Multiple screen users: could you post screen shots?

ibliss wrote on 2/26/2003, 9:29 PM
A bit of a cheeky question maybe ;-)

I'm totally happy with the whole mulitple screen thing, and am confident of how to set it up. But I'm curious as to how other users make use of the extra screen. At the moment I run a single 19" LG CRT at 1280x1024 and find it quite comfortable to use for long periods, but I am juggling fx windows, pan crop windows etc which is probably slowing me down a little.

So if any of you have the capability could you post links to pics showing screen shots of your typical dual screen layouts in Vegas? Other info that would be useful: do you have a third RGB video monitor for preview? What size & rez are the monitors? Which do you keep on the left and which on the right (physically)?

Many thanks if anyone can help, and again sorry for ANOTHER posting on the subject - but it's not the technical stuff I need help with, just a good reason to part money for a dual-head card (prefer this to two seperate cards).


ibliss wrote on 2/27/2003, 4:44 PM
A shameless bump of the topic, I'm afraid.

Can anyone out there help with the above?
watson wrote on 2/27/2003, 6:00 PM
You don't need a screen shot my friend. I have worked on a 21 " monitor with several editing apps and can tell you that dual 17" monitors are better than one 21" monitor. Not even a contest.
Dual 19" monitors are my preference.

ibliss wrote on 2/27/2003, 6:36 PM
What rez were you running on the different setups (21" vs 2x17") ?

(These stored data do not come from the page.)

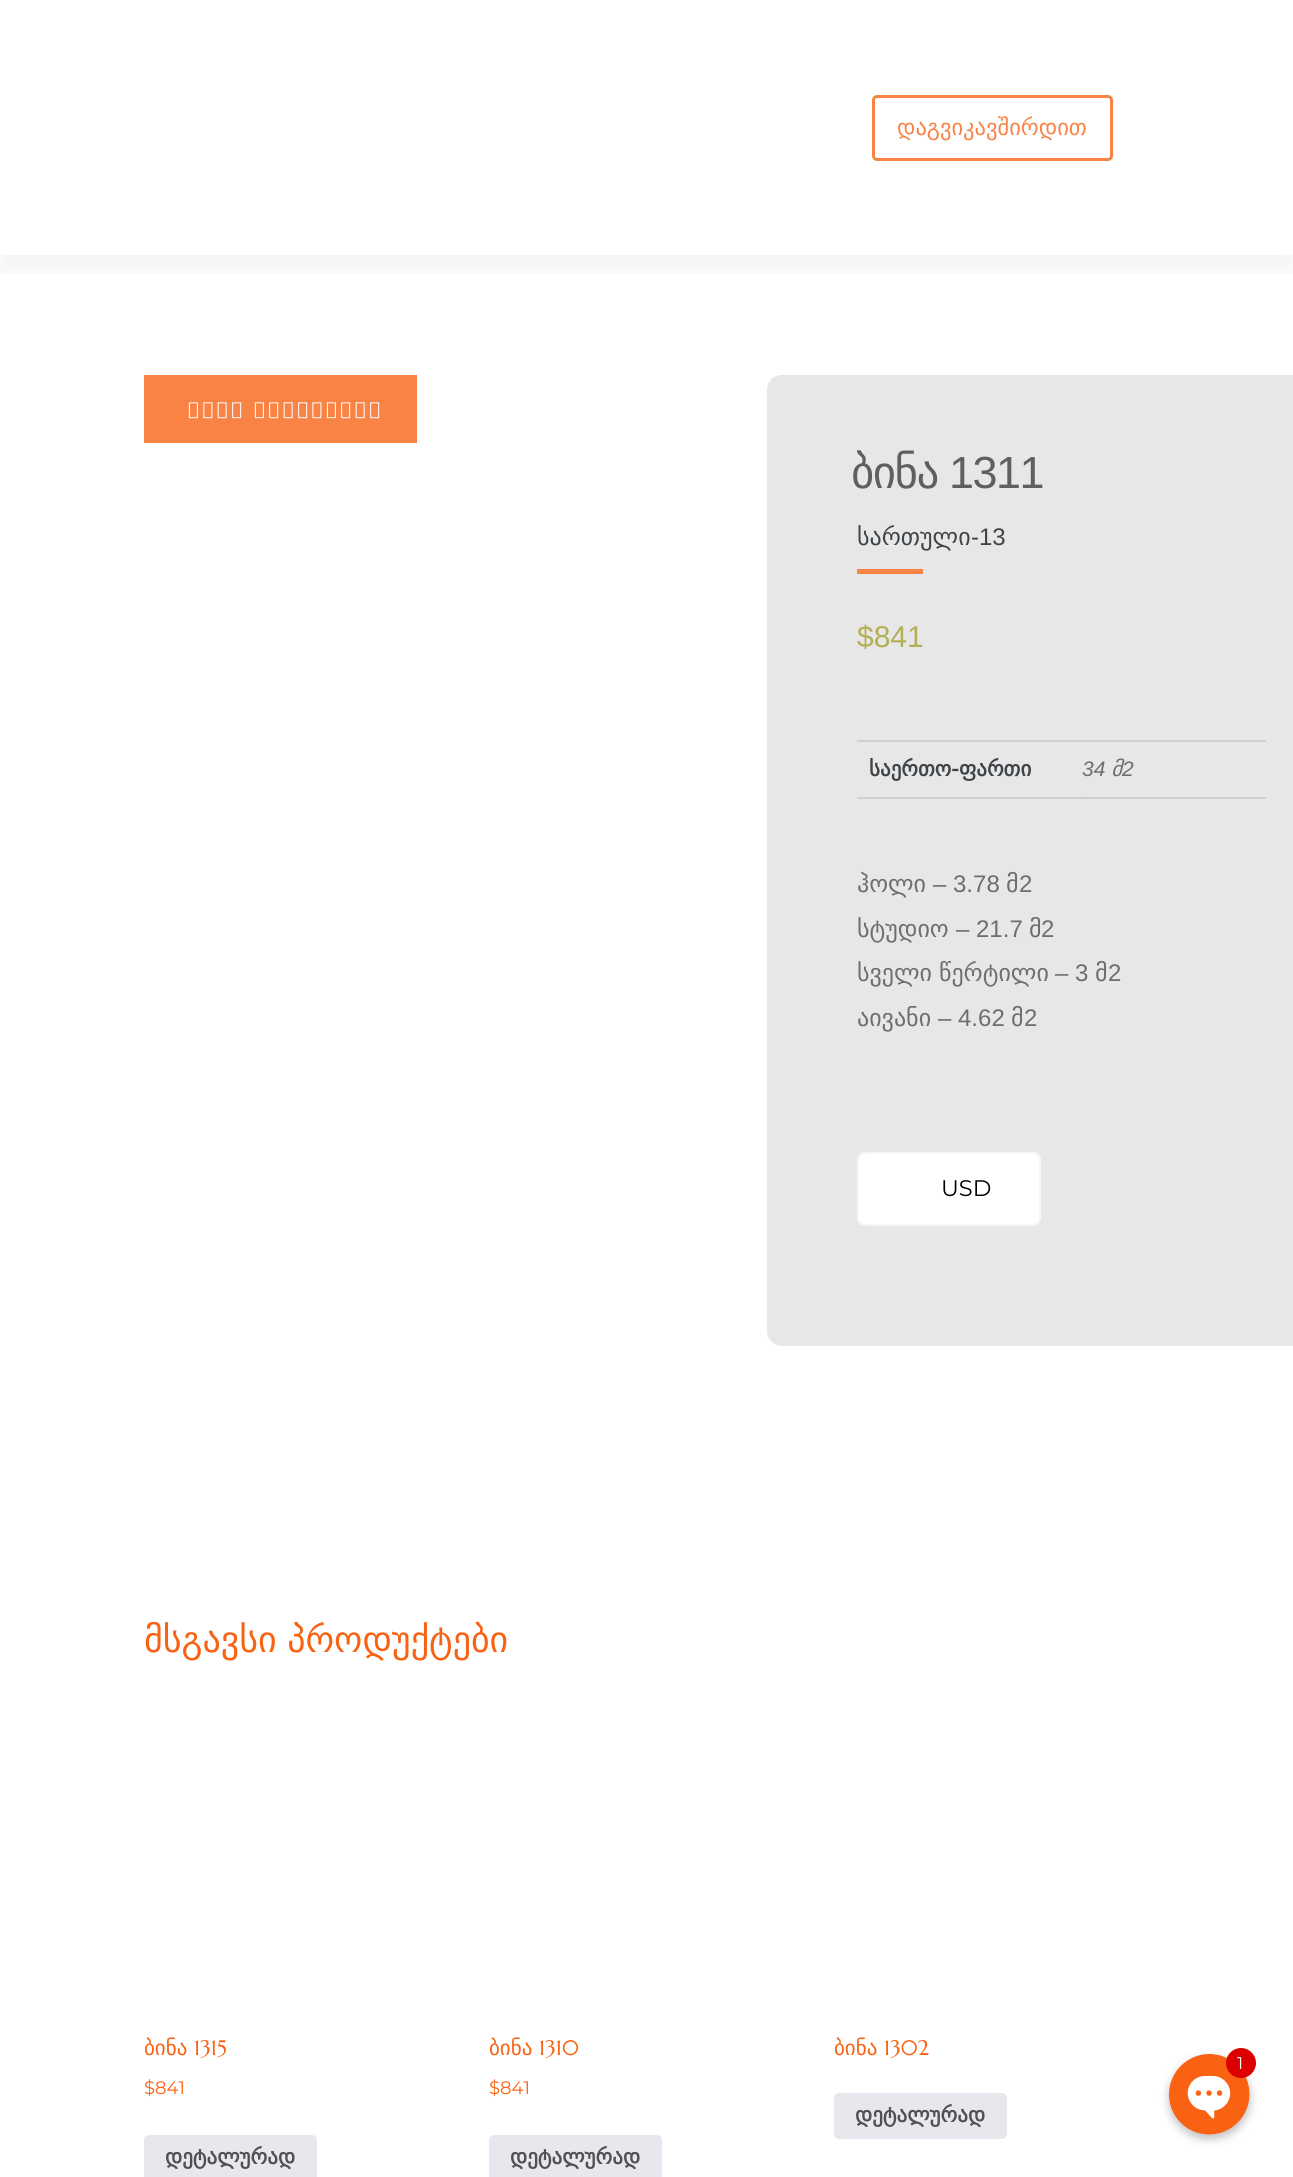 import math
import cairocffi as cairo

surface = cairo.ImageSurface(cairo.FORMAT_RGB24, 1293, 2177)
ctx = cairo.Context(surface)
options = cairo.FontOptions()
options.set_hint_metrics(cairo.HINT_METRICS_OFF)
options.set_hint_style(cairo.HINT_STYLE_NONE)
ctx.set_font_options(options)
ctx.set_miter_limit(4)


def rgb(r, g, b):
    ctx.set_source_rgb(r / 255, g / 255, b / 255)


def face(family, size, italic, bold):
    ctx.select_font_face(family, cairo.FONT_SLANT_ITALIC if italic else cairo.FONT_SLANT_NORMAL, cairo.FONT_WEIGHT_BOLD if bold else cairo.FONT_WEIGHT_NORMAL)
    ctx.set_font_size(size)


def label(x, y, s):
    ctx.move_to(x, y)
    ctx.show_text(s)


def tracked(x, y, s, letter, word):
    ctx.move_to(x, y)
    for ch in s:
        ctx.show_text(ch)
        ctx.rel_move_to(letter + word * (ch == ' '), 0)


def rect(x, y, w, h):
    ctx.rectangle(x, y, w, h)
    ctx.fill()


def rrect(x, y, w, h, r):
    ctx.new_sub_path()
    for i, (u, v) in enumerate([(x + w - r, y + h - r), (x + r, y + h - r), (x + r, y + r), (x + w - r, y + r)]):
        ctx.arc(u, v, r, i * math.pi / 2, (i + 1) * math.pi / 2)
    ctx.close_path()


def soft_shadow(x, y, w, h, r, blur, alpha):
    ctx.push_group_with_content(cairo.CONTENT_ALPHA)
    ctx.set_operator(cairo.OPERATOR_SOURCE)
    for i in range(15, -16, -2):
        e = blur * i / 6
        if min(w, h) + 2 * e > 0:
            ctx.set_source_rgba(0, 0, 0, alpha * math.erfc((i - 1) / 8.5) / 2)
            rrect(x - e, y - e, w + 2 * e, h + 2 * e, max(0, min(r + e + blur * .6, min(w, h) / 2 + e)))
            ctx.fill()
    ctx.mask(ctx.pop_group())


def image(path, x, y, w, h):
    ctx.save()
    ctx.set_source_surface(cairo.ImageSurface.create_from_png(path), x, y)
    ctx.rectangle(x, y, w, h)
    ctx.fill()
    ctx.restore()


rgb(255, 255, 255)
ctx.paint()
ctx.save()
ctx.rectangle(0, 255, 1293, 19)
ctx.clip()
rgb(0, 0, 0)
soft_shadow(0, 15, 1293, 255, 0, 15, 0.05)
ctx.restore()
rrect(873.5, 96.5, 238, 63, 3.5)
rgb(249, 131, 69)
ctx.set_line_width(3)
ctx.stroke()
face('DejaVu Sans', 22.5, 0, 0)
label(897, 135, 'დაგვიკავშირდით')
rect(144, 375, 273, 68)
face('DejaVu Sans', 18, 0, 0)
rgb(255, 255, 255)
tracked(188, 415, 'ᲣᲙᲐᲜ ᲓᲐᲑᲠᲣᲜᲔᲑᲐ', 3.6, -1)
rgb(231, 231, 231)
ctx.new_path()
ctx.move_to(782, 375)
ctx.line_to(1293, 375)
ctx.line_to(1293, 1346)
ctx.line_to(782, 1346)
ctx.curve_to(773.5, 1346, 767, 1339.5, 767, 1331)
ctx.line_to(767, 390)
ctx.curve_to(767, 381.5, 773.5, 375, 782, 375)
ctx.close_path()
ctx.fill()
rgb(208, 208, 208)
rect(857, 797, 409, 2)
face('DejaVu Sans', 45, 0, 0)
rgb(95, 95, 95)
tracked(851, 488, 'ბინა', -1.5, 0)
face('Liberation Sans', 45, 0, 0)
tracked(949, 488, '1311', -1.5, 0)
face('DejaVu Sans', 24, 0, 0)
rgb(63, 68, 72)
label(857, 545, 'სართული')
face('Liberation Sans', 24, 0, 0)
label(971, 545, '-13')
rgb(249, 131, 69)
rect(857, 569, 66, 5)
face('Liberation Sans', 30, 0, 0)
rgb(179, 175, 84)
label(857, 647, '$841')
rgb(208, 208, 208)
rect(857, 740, 409, 2)
face('DejaVu Sans', 21, 0, 1)
rgb(63, 68, 72)
label(869, 776, 'საერთო-ფართი')
rgb(187, 187, 187)
rect(1082, 797, 1, 2)
face('Liberation Sans', 21, 1, 0)
rgb(109, 110, 112)
label(1082, 776, '34')
face('DejaVu Sans', 21, 1, 0)
label(1111, 776, 'მ')
face('Liberation Sans', 21, 1, 0)
label(1122, 776, '2')
face('DejaVu Sans', 24, 0, 0)
label(857, 892, 'ჰოლი')
face('Liberation Sans', 24, 0, 0)
label(933, 892, '– 3.78')
face('DejaVu Sans', 24, 0, 0)
label(1006, 892, 'მ')
face('Liberation Sans', 24, 0, 0)
label(1019, 892, '2')
face('DejaVu Sans', 24, 0, 0)
label(857, 937, 'სტუდიო')
face('Liberation Sans', 24, 0, 0)
label(956, 937, '– 21.7')
face('DejaVu Sans', 24, 0, 0)
label(1029, 937, 'მ')
face('Liberation Sans', 24, 0, 0)
label(1041, 937, '2')
face('DejaVu Sans', 24, 0, 0)
label(857, 981, 'სველი')
label(939, 981, 'წერტილი')
face('Liberation Sans', 24, 0, 0)
label(1055, 981, '– 3')
face('DejaVu Sans', 24, 0, 0)
label(1095, 981, 'მ')
face('Liberation Sans', 24, 0, 0)
label(1108, 981, '2')
face('DejaVu Sans', 24, 0, 0)
label(857, 1026, 'აივანი')
face('Liberation Sans', 24, 0, 0)
label(938, 1026, '– 4.62')
face('DejaVu Sans', 24, 0, 0)
label(1011, 1026, 'მ')
face('Liberation Sans', 24, 0, 0)
label(1024, 1026, '2')
rgb(255, 255, 255)
rrect(858, 1153, 182, 72, 7)
ctx.fill_preserve()
rgb(247, 247, 247)
ctx.set_line_width(2)
ctx.stroke()
face('Montserrat', 22.5, 0, 0)
rgb(0, 0, 0)
label(941, 1196, 'USD')
face('DejaVu Sans', 36, 0, 0)
rgb(248, 98, 18)
tracked(144, 1652, 'მსგავსი პროდუქტები', 0, -1)
face('DejaVu Sans', 21, 0, 0)
label(144, 2055, 'ბინა')
face('Marcellus SC', 21, 0, 0)
label(194, 2055, '1315')
face('Montserrat', 18, 0, 0)
label(144, 2094, '$841')
rgb(233, 230, 237)
rrect(144, 2135, 173, 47, 5)
ctx.fill()
face('DejaVu Sans', 21, 0, 1)
rgb(81, 81, 81)
label(165, 2164, 'დეტალურად')
face('DejaVu Sans', 21, 0, 0)
rgb(248, 98, 18)
label(489, 2055, 'ბინა')
face('Marcellus SC', 21, 0, 0)
label(539, 2055, '1310')
face('Montserrat', 18, 0, 0)
label(489, 2094, '$841')
rgb(233, 230, 237)
rrect(489, 2135, 173, 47, 5)
ctx.fill()
face('DejaVu Sans', 21, 0, 1)
rgb(81, 81, 81)
label(510, 2164, 'დეტალურად')
face('DejaVu Sans', 21, 0, 0)
rgb(248, 98, 18)
label(834, 2055, 'ბინა')
face('Marcellus SC', 21, 0, 0)
label(884, 2055, '1302')
rgb(233, 230, 237)
rrect(834, 2093, 173, 46, 5)
ctx.fill()
face('DejaVu Sans', 21, 0, 1)
rgb(81, 81, 81)
label(855, 2122, 'დეტალურად')
rgb(0, 0, 0)
soft_shadow(1169, 2058, 81, 81, 40.5, 4.5, 0.25)
image('image0.png', 1169, 2054, 81, 81)
rgb(221, 0, 0)
ctx.arc(1241, 2063, 15, 0, 2 * math.pi)
ctx.fill()
face('Montserrat', 17, 0, 0)
rgb(255, 255, 255)
label(1237, 2069, '1')
surface.write_to_png('render.png')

xgenei wrote on 3/1/2003, 2:16 PM
Geez I just spent a bundle (for me) upgrading my dual monitor gig to twin 19" LCD's. They're on the way. But it was (roughly) 1/3 the price of similar real estate via an HDTV configured for SXGA. I definitely suggest making sure you have a THIN frame model. The DELL clearview is what I got at $645 apiece refurbished from Don't make a stampede.

Update: I had a real struggle with this vendor -- their recertified monitors are in name only. One was fresh one was more than a year old. I got one power supply and one digital cable and no manual or drivers. I had to get increasingly agitated and angered to get service but the recert manager (don't even waste your time with normal Dell or Tiger Direct CS) finally overnighted the missing parts. BRAND NEW 19" thin bezel monitors are $799 and have 3-years warrantee (compared to 90-days) and free shipping (compared to $64) -- so it's a wash. Except they did lower the price to $629. ON THE UPSIDE I AM NOW WRITING IN A SINGLE WINDOW SPREAD ACROSS BOTH MONITORS AND IT IS PERFECT -- only a 1" gap in the middle. AND IT IS.

John_Beech wrote on 3/3/2003, 8:04 AM
I've been running two monitors with my previous editing applocation for many years. When I got into the Vegas scene a while back I specified dual monitors again for the edit bay - along with a separate production monitor (total three tubes on the desk).

FWIW, I briefly had a pair of Sony 18" LCDs on test and returned them when I determined there was insufficient reason to justify their added expense as even a very inexpensive CRT easily outperformed them (no ghosting, much easier to keep track of the cursor, etc.).

In the end I've ended up with a pair of 19" Samsung CRTs running 1280x1024 ($189 each at Sams Club) along with a 750-line Panasonic BT-H1390YN production monitor ($1310 at B&H) running through a PROmax DA-MAX+ on one desk, and the exact same setup except running through a Canopus ADVC-100 on another desk.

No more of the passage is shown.